Montenidoli is an organic estate winery in Località Montenidoli in the San Gimignano region of Tuscany in Italy. It produces Vernaccia di San Gimignano DOCG and DOCG Riserva whites and Chianti Colli Senesi DOCG reds. The name Montenidoli translates ‘Hill of the Birds’ nests’.

Background: Owner Maria Elisabetta Fagiuoli comes from a family cultivating vines and olive trees since the 1700s in Custoza, near Verona in the Veneto region. Both her grandmother and great-grandmother made wine there. Elisabetta spent her childhood wandering the vineyards of Valpolicella, then studied in Rome, Paris, London, and Tokyo (she is a cousin of William Walton). Elisabetta and her husband Sergio Muratori, a teacher, arrived at Montenidoli in 1965, buying the estate with a legacy from Elisabetta’s grandmother. They created a centre for the elderly and disadvantaged children whilst renovating the vineyards, then overgrown having been abandoned in the early 1900s during the war years.

Montenidoli was first planted with vines by the Etruscans (a tower remains). The Romans and the Knights Templar used the site for winemaking, the latter for use at mass. In 1404 the name of Montenidoli appeared in a will. Elisabetta made her first wine at Montenidoli only in 1971. Her late husband Sergio d’Asej wrote poetry. Sergio taught restless children, for whom Montenidoli was often a safe nest. The foundation in his honour is called “Sergio il Patriarca Onlus” and was born immediately after his death. The idea, on the other hand, was thirty years old.

Vineyards: 30ha estate with 24ha of vines–66% Vernaccia, Trebbiano Toscano, and Malvasia Bianca, 33% Sangiovese Canaiolo. | 2010 22ha of vines. | 2015 24ha of vines producing 100,000 bottles (Gambero Rosso: 2015, p.609).

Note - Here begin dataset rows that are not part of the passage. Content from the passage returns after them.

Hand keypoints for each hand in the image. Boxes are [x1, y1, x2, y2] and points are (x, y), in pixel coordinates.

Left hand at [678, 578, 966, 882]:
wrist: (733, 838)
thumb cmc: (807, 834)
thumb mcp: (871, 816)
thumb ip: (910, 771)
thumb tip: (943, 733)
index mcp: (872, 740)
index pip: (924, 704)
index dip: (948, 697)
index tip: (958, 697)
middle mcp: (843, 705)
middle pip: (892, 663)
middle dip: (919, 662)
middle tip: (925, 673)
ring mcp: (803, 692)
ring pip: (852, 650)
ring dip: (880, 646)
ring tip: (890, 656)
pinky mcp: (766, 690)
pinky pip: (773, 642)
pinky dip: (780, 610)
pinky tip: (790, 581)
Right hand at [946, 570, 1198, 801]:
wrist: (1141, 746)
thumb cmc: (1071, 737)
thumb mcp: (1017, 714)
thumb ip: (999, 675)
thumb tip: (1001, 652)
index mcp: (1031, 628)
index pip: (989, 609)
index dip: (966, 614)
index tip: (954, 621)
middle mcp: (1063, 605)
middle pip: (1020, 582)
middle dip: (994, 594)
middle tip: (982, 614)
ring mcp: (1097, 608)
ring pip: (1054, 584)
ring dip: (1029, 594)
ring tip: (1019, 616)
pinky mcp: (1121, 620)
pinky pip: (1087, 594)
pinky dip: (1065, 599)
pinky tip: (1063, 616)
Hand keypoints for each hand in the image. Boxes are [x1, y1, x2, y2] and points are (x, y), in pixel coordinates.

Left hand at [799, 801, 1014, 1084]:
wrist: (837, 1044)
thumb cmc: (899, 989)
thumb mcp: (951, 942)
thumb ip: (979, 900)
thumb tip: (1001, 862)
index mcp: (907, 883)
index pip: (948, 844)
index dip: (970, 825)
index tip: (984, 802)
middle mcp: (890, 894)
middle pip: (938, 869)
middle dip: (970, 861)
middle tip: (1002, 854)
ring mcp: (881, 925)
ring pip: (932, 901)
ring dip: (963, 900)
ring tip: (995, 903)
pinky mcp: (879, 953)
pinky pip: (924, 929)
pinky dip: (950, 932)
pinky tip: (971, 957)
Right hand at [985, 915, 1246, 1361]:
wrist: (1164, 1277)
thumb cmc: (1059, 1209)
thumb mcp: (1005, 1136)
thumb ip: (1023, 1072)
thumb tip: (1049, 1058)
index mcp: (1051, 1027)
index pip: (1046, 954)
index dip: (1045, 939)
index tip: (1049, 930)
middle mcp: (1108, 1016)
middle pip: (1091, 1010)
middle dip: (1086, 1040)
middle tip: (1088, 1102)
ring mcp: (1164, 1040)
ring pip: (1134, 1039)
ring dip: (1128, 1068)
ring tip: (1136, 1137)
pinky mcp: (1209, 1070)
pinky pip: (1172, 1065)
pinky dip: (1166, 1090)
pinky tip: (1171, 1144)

TerroirValley floor The Quaternary terrains at 250-300m above sea level comprise calcareous sediments left by the Ligurian Sea, are used for the white wines. This part of the vineyard lies above what was the shore 5 million years ago during the Quaternary. | On the Crest: The higher slopes (at 650 metres – check) consist of Triassic terrain, the oldest in Tuscany (one of only three Triassic mountain terroirs in Tuscany, the others being at Cetona and Montemaggio), mineral-rich red earth (250 million years) for the red wines. This is where 8ha of Sangiovese grown, on iron and manganese-rich clay (protected by a fence from the wild boar).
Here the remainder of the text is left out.